Once widely used, hookahs becoming antiques in Bangladesh
Once widely used throughout Bangladesh as a cheaper -- and perhaps healthier -- smoking alternative, the good old hookah is now turning into an antique piece owing to changing lifestyles and social mores.
Dhaka: Once widely used throughout Bangladesh as a cheaper -- and perhaps healthier -- smoking alternative, the good old hookah is now turning into an antique piece owing to changing lifestyles and social mores.
However, it does not mean that hookah users have given up smoking. Arup Ratan, a campaigner against smoking, said smokers have shifted to other modes. Smokers now prefer cigarettes or bidis as a result of their changing lifestyles and greater financial abilities, and indeed, to make smoking hassle-free.
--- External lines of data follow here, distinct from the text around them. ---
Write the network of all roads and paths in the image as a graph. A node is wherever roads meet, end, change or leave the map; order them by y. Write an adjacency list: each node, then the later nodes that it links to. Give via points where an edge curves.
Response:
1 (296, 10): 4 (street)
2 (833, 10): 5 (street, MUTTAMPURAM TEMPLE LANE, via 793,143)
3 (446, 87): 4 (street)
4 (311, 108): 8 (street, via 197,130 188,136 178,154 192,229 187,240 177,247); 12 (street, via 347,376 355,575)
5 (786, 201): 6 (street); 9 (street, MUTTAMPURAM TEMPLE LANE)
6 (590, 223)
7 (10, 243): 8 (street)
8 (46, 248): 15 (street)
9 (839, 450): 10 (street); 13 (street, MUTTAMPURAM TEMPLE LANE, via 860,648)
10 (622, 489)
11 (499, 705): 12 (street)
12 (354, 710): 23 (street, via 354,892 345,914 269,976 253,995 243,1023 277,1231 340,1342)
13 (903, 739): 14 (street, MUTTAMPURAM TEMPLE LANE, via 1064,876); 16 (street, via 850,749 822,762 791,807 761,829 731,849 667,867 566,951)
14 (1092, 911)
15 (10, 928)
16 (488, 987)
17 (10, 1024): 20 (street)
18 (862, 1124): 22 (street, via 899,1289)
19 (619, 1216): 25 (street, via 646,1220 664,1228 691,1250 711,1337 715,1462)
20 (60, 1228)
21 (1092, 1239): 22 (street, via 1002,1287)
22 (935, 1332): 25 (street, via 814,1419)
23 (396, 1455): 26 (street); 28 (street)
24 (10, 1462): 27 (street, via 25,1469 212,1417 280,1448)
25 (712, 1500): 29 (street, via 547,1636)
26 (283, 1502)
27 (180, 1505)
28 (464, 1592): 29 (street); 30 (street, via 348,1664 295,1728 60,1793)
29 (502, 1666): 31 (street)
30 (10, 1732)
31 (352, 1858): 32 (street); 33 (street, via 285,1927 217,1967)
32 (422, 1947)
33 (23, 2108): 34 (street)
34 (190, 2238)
Smoking a hookah is a bit cumbersome than smoking cigarettes or bidis because smokers have to make other preparations. For instance, hookah smokers have to rub the tobacco with a liquid made from molasses.
Smoking a hookah also requires other ingredients and women in the family used to make a substance like cinder - locally called tikka - which was dried in the sun. They made small tikka cakes with the burnt ashes of jute plants. At one point of time, women used to make tikkas for months together.
The hookah is usually made of coconut shell for general use, but there were some gorgeous hookahs - made of silver and copper - used by the richer sections of the society, like zamindars or landlords.
A small wooden stick is set on the coconut shell and a bowl made of earth is set on the top of the wooden stick of the hookah, which holds the tobacco and cinder.
Today, professional hookah makers, mainly gypsies, have changed their profession and the corners in village bazaars where hookahs used to be sold are slowly vanishing.
Though usually one hookah is shared by many people, there were also families in which every member had a hookah to himself.
This writer extensively searched for hookahs in several districts of Bangladesh like Brahmanbaria, Comilla, and Chandpur - but in vain.
In Brahmanbaria, Abu Taher, aged over 70, told IANS: "I don't see hookahs in the district. With the changing times, people have shifted to cigarettes or bidis. I myself shifted to cigarettes a long time back."
Ahsanullah of Dinajpur, who has to travel extensively because of professional demands, told IANS: "I don't see hookahs here any more."
He too was of the view that because of the changing lifestyles, people have shifted to cigarettes or bidis.
According to Ratan, hookah smoking was somewhat better than smoking cigarettes or bidis because it contained some water and as the smoke came through this, the smoke lost some of the harmful elements.
Hookahs have now become antiques. In the capital Dhaka, people keep hookahs in their living rooms as decorative pieces.